▶ Records to use
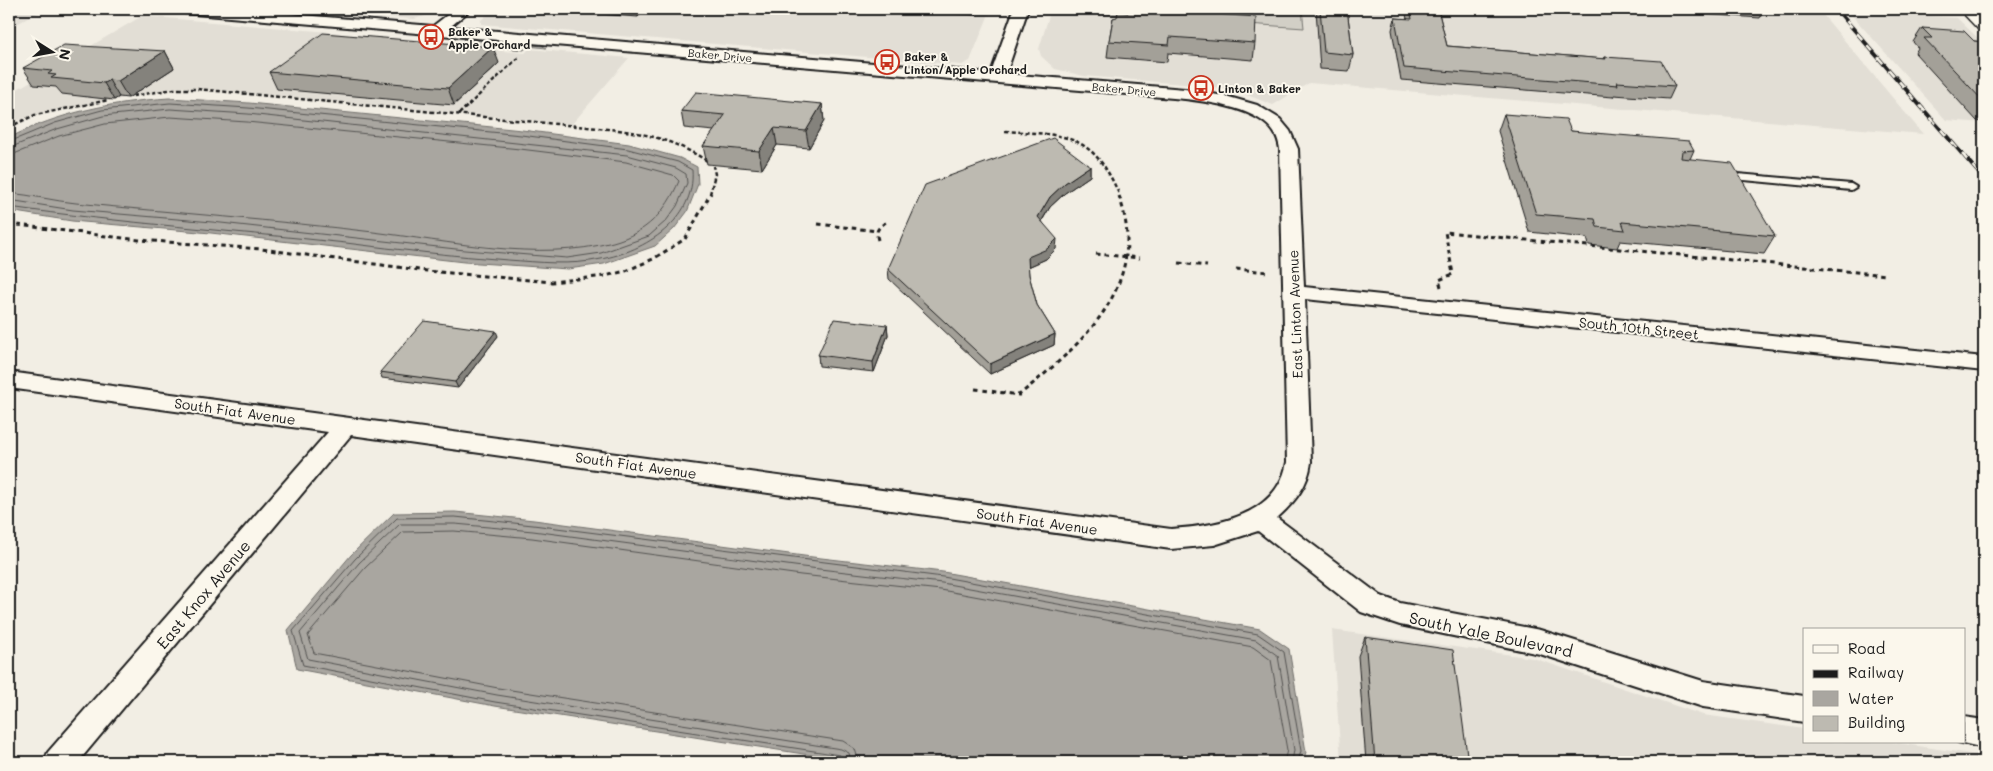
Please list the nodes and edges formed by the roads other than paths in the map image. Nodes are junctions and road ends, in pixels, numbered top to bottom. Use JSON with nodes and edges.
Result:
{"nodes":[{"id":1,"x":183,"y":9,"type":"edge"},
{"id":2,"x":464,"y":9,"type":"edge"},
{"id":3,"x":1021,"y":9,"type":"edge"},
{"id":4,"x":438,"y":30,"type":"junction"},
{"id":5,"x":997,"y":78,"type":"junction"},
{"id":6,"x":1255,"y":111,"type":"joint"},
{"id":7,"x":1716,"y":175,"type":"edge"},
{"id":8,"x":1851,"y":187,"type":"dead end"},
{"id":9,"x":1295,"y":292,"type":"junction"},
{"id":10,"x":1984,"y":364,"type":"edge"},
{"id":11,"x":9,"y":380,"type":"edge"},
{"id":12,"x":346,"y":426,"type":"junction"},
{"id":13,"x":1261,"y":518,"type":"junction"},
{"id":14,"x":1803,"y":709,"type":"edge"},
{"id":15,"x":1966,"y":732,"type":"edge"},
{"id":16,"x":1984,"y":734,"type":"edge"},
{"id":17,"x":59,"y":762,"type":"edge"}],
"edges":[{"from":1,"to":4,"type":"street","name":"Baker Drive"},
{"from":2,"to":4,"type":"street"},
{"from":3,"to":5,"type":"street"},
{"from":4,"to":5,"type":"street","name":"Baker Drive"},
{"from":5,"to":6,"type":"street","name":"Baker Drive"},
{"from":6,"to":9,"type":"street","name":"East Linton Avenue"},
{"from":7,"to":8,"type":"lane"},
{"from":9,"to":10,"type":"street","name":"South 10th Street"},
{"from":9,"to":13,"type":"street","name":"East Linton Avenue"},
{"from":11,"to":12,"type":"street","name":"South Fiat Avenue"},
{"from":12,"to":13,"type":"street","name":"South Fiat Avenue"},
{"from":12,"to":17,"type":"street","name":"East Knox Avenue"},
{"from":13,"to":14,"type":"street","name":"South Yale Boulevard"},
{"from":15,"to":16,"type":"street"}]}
* * *
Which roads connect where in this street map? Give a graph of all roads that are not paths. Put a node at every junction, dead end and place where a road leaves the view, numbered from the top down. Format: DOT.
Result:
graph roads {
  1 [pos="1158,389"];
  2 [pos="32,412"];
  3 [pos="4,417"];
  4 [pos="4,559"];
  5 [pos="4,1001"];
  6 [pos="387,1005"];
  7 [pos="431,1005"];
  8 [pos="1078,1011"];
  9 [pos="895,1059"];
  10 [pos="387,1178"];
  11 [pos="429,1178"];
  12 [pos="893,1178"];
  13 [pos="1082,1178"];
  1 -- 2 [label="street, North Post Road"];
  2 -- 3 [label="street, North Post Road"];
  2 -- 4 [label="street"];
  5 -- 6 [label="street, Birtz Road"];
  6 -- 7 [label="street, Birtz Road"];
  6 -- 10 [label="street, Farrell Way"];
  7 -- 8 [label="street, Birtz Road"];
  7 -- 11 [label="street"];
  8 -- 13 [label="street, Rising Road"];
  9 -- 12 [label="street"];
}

▶ How to complete this task
State the number of lines above that include "paths", and nothing further.

▶ Result for this exercise
2